After reading that paper, my position is not changed at all.
Well, my position has not changed either. I've been doing commerical Java dev for 7 years and IMO garbage collection sucks. Obviously I'm not going to put someone else's oratory above my own experience.
Anyway I'm about to install Leopard. Apparently XCode 3.0 uses garbage collection itself. I wonder how long I will be coding before it mysteriously locks up for 3 seconds to garbage collect? This is the future of Mac apps, mark my words.
Well, I am a programmer and I can tell you that the situation where there are "thousands of pointers to unreferences objects" is a situation that never should happen in the first place. You can still delete stuff manually or take care of them at a certain event in your application. You should consider garbage collection to be a "helper", not "I am now allowed to code badly cause garbage collection is going to fix it anyway".
To put it in a metaphor:
Don't create lots of garbage yourself, so the garbage collector only has two bags of garbage to throw away when he arrives :-)
There aren't thousands of invalid objects, but before GC can find them, it DOES have to look through the 142,300 pointers that my app has, just at startup.

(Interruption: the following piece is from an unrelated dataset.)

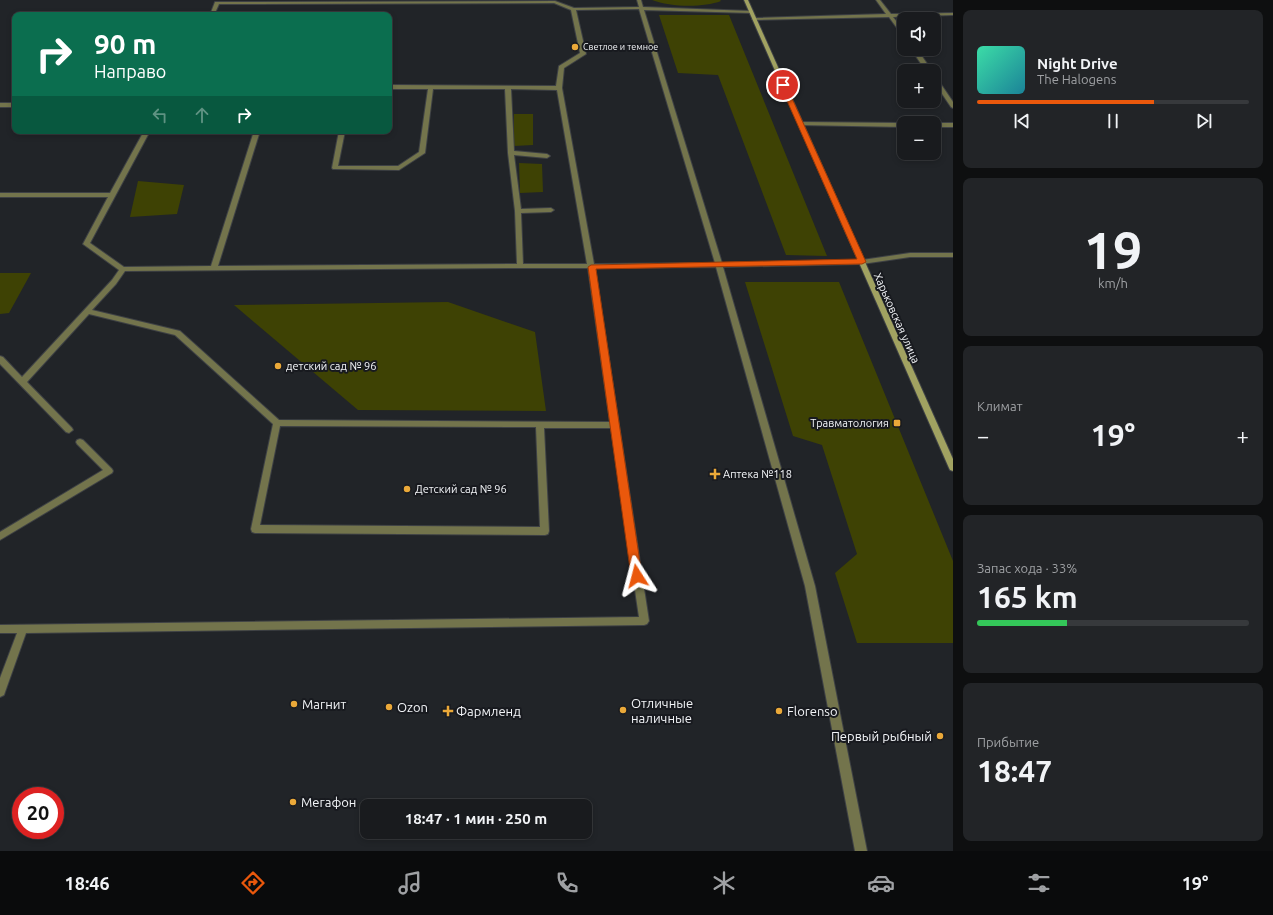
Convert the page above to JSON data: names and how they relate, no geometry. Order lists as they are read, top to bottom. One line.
{"streets":{"street":["Харьковская улица"]},"places":{"other":["Светлое и темное","детский сад № 96","Детский сад № 96","Магнит","Ozon","Отличные наличные","Florenso","Первый рыбный","Мегафон"],"transit":["Травматология"],"health":["Аптека №118","Фармленд"]},"page":{"map_buttons":["+","−"],"turn":["90 m","Направо"],"song":["Night Drive","The Halogens"],"tile":[["19","km/h"],"Климат",["Запас хода · 33%","165 km"],["Прибытие","18:47"]],"heat":["−","19°","+"],"limit":"20","trip":"18:47 · 1 мин · 250 m","tabs":["18:46","19°"]}}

Well, my position has not changed either. I've been doing commerical Java dev for 7 years and IMO garbage collection sucks. Obviously I'm not going to put someone else's oratory above my own experience.
Anyway I'm about to install Leopard. Apparently XCode 3.0 uses garbage collection itself. I wonder how long I will be coding before it mysteriously locks up for 3 seconds to garbage collect? This is the future of Mac apps, mark my words.
Isn't that just ONE implementation of it though?
I (for my sins) spent 16 years doing commercial COBOL development, which uses garbage collection all the time and that was quite often quicker than C and a zillion times easier to write and maintain.
Agreed. ascii, the Java implementations I've worked with have pretty poor GC in general. There are decent algorithms out there, but of course, everything is a tradeoff.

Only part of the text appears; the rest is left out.